Questa non era certo la prima occasione in cui incontravi il Taranto, che anche questa volta non è riuscito a raggiungere il suo scopo. Secondo te cosa ha sbagliato?
Io sono argentino e sono in Italia da dieci anni e seguo da allora le sorti del Taranto che non ha mai vinto in questi anni un campionato. Io non credo che abbia sbagliato quest’anno, ma è come se mancasse sempre qualcosa tra società, tifosi e squadra. Per vincere ha bisogno di un equilibrio tra queste tre componenti. Secondo me il Taranto si fa forte in casa ma pecca in trasferta e invece serve equilibrio anche in questo, come ha saputo fare il Picerno.
Proprio parlando di cosa serve per vincere il campionato, data la tua grande esperienza nel Girone H della serie D, secondo te cosa non deve mancare?
Parlando del Taranto posso dire che Ragno sarebbe già un ottimo punto di partenza, ha esperienza con la serie D. Quindi non deve mancare un tecnico esperto e capace. Poi io seguo molto il Taranto e ho notato che nei momenti più importanti della stagione, quando i tifosi caricano tanto la squadra magari per una partita decisiva che deve assolutamente vincere, in realtà quasi sempre questa fallisce. Poi ho avuto anche modo di parlare con qualcuno del Taranto e posso dire che è brutto vedere magari nelle partite importanti diecimila tifosi allo stadio, però se perdi la domenica successiva sono tremila. Quindi secondo me questo crea tanta tensione che va ad ostacolare il percorso della squadra. Perché altrimenti non mi spiego come mai non riesca a vincere un campionato da così tanto tempo. Lo so che il campionato di serie D è difficilissimo ma il Taranto più volte ha avuto tutto ciò che serviva per vincere. Quest’anno aveva una squadra forte, una tifoseria meravigliosa come sempre e soprattutto una società seria alle spalle. Sono fiducioso e dico che secondo me manca poco, quest’anno sarà la volta buona per vincere.
Cosa c’è nel tuo futuro?
Io mi sto allenando tranquillamente come ho sempre fatto, cerco una squadra. Il mio mercato non è ancora iniziato, come sappiamo gli attaccanti sono quelli che vengono sempre chiamati dopo. Prima ci sono le riconferme, i portieri, gli under e a noi attaccanti si pensa sempre all’ultimo. Io sono tranquillo, so che qualche squadra mi chiamerà.
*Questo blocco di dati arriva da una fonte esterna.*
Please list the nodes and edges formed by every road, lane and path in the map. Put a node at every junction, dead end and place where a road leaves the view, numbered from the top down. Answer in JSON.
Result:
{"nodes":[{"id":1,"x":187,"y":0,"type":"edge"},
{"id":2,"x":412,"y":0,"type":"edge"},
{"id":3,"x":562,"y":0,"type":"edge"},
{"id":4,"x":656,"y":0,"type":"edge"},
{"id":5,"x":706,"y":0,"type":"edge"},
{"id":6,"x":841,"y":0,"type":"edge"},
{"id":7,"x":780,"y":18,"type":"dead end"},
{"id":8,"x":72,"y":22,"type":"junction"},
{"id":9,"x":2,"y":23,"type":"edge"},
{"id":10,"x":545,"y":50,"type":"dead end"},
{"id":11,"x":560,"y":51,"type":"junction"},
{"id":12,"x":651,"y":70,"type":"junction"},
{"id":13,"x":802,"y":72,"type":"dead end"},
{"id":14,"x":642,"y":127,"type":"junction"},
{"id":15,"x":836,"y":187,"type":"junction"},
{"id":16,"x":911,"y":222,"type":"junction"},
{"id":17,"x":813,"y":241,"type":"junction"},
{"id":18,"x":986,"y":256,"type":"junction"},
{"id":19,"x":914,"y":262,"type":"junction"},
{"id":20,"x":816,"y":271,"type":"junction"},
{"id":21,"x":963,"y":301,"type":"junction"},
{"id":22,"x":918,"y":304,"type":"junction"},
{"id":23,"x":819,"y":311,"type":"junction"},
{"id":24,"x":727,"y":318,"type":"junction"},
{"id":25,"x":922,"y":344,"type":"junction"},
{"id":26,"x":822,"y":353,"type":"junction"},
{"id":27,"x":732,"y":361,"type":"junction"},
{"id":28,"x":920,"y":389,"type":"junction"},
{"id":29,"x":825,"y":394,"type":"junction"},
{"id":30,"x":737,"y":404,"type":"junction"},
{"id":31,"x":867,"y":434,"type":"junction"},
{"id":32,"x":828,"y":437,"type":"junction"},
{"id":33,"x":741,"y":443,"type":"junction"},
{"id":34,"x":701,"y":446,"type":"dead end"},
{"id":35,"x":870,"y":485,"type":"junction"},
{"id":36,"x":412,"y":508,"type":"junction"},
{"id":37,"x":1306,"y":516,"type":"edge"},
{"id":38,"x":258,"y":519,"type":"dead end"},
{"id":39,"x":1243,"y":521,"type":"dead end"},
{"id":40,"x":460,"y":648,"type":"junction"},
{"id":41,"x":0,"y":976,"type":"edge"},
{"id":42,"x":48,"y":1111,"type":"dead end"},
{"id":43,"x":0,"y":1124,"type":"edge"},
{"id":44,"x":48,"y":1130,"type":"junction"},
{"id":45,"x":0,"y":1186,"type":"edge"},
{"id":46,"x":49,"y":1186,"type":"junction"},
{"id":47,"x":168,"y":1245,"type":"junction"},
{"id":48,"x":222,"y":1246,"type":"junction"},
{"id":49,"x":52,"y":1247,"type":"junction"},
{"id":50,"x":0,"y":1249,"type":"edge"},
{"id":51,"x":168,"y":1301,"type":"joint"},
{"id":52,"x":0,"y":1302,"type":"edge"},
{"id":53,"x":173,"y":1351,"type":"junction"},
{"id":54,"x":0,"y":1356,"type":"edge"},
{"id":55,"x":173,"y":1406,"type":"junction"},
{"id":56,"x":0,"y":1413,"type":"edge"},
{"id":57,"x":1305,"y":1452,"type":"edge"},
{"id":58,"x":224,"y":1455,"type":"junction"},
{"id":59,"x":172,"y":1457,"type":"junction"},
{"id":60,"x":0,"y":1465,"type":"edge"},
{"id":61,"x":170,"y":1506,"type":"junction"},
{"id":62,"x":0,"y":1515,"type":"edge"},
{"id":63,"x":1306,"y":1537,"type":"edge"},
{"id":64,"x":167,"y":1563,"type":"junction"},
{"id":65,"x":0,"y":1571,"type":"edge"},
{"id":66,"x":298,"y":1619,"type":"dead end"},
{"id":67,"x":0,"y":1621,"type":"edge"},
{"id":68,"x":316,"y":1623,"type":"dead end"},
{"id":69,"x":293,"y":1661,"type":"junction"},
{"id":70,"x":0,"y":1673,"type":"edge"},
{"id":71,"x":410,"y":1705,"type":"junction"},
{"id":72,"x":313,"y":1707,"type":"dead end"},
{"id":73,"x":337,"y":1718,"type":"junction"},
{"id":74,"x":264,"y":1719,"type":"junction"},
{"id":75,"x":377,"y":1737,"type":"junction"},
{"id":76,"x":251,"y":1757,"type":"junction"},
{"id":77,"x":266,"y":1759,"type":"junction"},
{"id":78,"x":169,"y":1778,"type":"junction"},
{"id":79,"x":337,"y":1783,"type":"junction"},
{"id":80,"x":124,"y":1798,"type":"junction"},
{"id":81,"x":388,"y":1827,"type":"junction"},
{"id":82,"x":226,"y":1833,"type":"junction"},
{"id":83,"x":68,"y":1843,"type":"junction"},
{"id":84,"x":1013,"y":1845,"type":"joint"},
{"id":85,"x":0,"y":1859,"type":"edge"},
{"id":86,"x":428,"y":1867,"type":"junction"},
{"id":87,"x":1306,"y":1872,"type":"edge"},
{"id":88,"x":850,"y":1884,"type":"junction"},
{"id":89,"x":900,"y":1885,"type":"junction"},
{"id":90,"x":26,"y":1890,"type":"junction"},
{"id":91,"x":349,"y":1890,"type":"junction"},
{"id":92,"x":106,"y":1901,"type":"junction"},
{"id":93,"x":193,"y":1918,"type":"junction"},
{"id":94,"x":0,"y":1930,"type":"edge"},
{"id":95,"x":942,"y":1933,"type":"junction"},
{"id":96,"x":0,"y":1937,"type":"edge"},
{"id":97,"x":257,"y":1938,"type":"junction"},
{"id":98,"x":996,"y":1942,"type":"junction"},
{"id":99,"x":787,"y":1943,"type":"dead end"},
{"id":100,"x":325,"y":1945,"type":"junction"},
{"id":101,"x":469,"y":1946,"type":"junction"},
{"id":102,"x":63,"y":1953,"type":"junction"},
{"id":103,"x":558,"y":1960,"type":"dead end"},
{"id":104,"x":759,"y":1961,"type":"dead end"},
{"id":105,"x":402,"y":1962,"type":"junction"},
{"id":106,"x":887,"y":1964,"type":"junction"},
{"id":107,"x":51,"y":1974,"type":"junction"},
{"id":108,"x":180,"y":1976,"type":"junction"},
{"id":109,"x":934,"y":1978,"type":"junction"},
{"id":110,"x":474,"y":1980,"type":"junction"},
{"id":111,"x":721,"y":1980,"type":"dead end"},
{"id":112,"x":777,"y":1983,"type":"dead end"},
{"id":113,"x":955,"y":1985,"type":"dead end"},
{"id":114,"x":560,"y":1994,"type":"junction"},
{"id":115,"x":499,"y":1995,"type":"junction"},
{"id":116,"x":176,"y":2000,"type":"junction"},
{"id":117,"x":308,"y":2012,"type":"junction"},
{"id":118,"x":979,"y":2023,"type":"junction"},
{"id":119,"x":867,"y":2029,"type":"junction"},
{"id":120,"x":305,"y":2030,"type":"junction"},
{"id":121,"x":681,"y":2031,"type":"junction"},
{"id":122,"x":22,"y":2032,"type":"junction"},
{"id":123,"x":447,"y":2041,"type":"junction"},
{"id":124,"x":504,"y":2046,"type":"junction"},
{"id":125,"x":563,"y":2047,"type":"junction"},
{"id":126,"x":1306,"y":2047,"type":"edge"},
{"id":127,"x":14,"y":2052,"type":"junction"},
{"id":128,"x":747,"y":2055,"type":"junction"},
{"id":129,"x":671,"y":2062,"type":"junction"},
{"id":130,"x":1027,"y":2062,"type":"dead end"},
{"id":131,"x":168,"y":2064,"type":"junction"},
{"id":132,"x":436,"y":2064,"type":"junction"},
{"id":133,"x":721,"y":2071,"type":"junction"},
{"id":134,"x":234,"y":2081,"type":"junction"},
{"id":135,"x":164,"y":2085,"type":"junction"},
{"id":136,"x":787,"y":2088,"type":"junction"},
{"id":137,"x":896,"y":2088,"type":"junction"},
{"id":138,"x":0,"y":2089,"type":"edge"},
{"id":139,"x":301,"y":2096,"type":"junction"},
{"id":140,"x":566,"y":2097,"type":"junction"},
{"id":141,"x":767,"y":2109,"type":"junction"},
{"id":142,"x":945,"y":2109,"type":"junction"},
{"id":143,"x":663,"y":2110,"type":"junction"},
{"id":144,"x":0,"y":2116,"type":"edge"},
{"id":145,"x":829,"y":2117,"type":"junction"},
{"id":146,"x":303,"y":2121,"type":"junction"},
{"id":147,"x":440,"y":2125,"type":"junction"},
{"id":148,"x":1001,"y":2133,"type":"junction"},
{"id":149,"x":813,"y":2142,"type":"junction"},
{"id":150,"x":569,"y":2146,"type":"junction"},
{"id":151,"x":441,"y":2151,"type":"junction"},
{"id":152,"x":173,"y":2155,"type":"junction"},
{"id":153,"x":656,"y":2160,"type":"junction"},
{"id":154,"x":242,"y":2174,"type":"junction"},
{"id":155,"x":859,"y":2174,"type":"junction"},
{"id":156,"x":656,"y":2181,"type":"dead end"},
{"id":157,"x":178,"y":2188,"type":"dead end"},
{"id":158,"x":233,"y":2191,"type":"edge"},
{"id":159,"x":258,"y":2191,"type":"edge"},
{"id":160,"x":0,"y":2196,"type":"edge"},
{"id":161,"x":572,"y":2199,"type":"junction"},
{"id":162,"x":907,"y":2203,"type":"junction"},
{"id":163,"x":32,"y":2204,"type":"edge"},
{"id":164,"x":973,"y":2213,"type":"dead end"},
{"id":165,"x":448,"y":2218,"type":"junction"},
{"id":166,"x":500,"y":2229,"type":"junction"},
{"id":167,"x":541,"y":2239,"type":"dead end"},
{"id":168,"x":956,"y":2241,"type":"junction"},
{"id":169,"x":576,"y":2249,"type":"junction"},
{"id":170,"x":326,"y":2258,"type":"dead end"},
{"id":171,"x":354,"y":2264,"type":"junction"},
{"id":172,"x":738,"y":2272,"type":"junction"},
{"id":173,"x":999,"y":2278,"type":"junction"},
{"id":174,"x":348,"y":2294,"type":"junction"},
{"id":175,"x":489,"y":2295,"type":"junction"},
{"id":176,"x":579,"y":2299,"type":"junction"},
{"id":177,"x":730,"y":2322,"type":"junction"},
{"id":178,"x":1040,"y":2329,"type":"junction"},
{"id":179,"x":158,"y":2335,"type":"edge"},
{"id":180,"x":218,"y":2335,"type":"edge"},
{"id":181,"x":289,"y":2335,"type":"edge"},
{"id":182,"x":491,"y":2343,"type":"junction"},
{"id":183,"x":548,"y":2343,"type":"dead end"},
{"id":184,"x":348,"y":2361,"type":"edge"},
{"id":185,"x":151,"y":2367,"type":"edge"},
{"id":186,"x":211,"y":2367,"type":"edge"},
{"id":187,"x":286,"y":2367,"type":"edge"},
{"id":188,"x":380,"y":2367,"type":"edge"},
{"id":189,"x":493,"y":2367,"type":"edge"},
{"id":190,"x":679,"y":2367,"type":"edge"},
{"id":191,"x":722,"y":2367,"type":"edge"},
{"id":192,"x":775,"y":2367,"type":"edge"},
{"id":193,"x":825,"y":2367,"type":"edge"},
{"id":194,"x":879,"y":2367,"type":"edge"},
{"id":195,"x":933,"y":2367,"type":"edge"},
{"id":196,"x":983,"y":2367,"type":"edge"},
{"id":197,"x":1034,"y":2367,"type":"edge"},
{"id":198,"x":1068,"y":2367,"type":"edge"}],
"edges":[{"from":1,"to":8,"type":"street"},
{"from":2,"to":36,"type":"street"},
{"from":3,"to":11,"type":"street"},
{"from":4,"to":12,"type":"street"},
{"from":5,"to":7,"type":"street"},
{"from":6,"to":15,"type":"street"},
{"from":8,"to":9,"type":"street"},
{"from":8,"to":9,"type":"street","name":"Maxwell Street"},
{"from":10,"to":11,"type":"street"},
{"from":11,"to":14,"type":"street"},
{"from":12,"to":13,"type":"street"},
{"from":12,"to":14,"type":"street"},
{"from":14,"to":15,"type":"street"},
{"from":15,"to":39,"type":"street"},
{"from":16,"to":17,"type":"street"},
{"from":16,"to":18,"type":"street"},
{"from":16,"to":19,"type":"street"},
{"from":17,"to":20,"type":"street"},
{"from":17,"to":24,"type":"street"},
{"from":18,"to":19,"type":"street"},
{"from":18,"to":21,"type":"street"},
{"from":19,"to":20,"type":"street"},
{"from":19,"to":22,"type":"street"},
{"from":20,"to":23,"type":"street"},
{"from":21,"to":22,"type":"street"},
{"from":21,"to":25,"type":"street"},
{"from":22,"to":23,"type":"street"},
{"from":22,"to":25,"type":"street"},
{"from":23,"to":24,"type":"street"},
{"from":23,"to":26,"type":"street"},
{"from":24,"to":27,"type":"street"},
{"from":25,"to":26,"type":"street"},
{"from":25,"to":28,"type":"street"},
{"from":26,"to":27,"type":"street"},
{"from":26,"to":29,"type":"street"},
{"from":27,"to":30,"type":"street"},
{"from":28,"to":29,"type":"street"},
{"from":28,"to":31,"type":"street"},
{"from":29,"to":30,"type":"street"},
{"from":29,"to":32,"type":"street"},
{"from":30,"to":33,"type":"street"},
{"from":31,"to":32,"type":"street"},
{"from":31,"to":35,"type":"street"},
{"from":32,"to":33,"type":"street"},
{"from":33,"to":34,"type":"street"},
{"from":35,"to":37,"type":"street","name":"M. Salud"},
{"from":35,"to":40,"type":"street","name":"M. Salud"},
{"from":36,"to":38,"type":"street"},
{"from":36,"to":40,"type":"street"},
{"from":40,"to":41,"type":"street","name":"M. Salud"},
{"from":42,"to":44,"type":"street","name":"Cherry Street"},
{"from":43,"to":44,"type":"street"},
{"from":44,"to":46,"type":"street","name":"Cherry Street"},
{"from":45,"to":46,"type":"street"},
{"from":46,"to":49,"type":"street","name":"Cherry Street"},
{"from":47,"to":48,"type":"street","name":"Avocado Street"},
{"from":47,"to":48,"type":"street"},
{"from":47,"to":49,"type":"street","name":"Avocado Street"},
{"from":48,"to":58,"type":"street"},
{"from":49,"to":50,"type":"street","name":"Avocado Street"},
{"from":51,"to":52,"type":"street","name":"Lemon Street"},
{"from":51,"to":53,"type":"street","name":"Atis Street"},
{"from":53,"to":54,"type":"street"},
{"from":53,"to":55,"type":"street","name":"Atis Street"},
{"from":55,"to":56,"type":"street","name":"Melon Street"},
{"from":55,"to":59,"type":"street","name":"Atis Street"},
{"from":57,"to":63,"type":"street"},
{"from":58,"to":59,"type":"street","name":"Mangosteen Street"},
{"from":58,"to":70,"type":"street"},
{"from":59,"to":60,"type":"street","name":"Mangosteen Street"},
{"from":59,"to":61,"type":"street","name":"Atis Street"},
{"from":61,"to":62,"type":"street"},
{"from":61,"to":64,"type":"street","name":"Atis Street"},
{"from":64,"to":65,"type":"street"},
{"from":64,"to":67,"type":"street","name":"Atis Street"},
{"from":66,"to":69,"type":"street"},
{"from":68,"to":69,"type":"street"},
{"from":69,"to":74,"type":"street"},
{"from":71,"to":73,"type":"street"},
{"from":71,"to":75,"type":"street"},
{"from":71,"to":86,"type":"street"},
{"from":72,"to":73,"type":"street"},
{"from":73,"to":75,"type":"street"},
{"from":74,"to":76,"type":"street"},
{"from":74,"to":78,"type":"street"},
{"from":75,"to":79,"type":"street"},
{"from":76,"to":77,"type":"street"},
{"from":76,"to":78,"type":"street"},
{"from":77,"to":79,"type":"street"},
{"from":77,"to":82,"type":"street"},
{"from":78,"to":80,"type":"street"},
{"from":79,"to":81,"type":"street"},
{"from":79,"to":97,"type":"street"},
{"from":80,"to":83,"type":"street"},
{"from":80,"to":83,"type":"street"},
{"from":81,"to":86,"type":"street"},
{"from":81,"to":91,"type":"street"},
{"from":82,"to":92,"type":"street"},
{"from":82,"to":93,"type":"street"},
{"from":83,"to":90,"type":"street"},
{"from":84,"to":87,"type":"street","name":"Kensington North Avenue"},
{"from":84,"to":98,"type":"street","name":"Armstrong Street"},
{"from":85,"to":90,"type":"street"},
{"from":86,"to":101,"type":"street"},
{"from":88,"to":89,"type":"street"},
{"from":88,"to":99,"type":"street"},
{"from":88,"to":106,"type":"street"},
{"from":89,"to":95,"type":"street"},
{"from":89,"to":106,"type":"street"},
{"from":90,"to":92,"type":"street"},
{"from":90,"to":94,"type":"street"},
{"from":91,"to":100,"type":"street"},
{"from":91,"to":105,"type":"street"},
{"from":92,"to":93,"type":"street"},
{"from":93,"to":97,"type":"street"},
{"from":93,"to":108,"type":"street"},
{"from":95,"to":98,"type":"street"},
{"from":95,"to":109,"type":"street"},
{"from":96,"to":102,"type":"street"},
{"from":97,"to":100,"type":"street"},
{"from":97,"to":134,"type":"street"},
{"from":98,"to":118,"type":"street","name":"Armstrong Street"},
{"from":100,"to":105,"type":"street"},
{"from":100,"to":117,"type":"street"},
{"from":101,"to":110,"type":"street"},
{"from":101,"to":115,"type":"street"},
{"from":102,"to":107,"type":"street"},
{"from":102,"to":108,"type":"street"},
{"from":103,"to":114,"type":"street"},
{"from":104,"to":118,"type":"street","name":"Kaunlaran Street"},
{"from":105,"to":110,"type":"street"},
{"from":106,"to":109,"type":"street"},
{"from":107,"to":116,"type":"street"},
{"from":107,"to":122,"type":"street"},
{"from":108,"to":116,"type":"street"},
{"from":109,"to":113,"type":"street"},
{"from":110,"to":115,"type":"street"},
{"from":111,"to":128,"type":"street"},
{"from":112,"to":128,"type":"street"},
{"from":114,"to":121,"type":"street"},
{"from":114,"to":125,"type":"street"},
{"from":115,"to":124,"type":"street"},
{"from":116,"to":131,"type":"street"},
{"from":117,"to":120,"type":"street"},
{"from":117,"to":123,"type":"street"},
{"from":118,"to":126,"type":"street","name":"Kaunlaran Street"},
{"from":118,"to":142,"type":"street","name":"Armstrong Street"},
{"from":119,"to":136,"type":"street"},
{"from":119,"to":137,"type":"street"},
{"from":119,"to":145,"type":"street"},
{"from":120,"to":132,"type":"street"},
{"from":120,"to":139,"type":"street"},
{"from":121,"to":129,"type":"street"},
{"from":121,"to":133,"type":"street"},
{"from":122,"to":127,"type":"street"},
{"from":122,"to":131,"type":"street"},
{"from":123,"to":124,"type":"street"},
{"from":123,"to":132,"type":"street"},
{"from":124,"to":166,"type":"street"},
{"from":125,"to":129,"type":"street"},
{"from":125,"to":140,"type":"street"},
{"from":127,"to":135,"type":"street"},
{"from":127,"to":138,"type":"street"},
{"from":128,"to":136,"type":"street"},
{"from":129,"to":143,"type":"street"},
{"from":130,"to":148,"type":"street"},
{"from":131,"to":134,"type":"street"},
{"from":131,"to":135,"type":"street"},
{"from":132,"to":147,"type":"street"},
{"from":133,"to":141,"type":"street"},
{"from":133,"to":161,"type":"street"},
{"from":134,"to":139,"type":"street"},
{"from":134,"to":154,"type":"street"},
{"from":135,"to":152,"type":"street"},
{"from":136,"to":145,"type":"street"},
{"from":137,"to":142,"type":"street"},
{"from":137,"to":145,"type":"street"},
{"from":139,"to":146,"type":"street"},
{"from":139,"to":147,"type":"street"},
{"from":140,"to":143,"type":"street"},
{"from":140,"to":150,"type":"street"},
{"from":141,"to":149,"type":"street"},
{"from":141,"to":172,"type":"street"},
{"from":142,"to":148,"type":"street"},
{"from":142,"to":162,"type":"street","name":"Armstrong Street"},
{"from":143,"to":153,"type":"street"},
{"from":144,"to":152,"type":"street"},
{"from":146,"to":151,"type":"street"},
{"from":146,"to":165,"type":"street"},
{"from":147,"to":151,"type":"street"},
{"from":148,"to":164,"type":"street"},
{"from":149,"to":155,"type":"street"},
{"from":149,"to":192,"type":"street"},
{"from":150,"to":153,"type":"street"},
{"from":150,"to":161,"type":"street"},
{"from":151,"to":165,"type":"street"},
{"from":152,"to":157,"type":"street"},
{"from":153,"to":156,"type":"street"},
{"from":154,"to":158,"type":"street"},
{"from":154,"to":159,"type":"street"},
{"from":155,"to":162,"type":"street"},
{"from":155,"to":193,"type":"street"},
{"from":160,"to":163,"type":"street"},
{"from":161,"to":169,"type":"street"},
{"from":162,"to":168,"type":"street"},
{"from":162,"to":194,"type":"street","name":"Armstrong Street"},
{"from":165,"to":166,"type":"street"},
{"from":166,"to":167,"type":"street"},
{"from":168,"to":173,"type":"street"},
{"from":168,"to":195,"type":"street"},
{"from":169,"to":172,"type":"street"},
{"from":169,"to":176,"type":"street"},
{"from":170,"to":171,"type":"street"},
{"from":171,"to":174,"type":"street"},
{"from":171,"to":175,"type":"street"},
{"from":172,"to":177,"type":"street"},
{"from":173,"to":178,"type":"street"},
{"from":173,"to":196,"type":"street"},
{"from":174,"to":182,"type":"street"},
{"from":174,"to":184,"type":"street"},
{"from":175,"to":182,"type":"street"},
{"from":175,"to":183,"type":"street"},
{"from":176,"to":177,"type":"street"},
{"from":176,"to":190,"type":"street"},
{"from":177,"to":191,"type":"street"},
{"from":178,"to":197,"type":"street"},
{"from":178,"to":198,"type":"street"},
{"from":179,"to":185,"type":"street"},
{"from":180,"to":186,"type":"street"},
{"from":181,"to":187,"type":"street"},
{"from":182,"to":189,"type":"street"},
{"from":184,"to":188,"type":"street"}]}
Credi che ci sia la possibilità di restare a Fasano?
Sinceramente non ho ancora parlato con la società, mi piacerebbe restare a Fasano perché è una bella realtà ed è vicino casa mia. Sono stato lì un anno e mezzo e sono stato benissimo ma dipende anche da ciò che vuole fare ora la società e quale obiettivo vuole prefissarsi.
In una precedente intervista a Giornalerossoblu.it hai dichiarato di essere stato tante volte associato al Taranto, ma poi di fatto non c’è stato nessun contatto reale. E’ cambiato qualcosa?
No attualmente no. Forse potrebbero chiamarmi dato che ho lavorato sia con il Mister Ragno che con il Ds Sgrona, ma giuro che fino ad ora non c’è stato nulla.
Ma se dovesse finalmente esserci questo contatto, ti piacerebbe vestire la maglia rossoblu?
Mi piacerebbe tanto e sai perché? Perché so che è una società che vuole vincere ed io ad una società che vuole vincere non direi mai di no. Poi indipendentemente dalla società nessuno credo rinuncerebbe a giocare per una piazza così grande. Vincere a Taranto significa fare qualcosa di davvero importante e avere visibilità. Poi con un pubblico del genere che ti sprona ad ogni partita, sarebbe davvero bello. A me è toccato giocarci solo contro fino ad ora, ed è stato bello già così da vedere.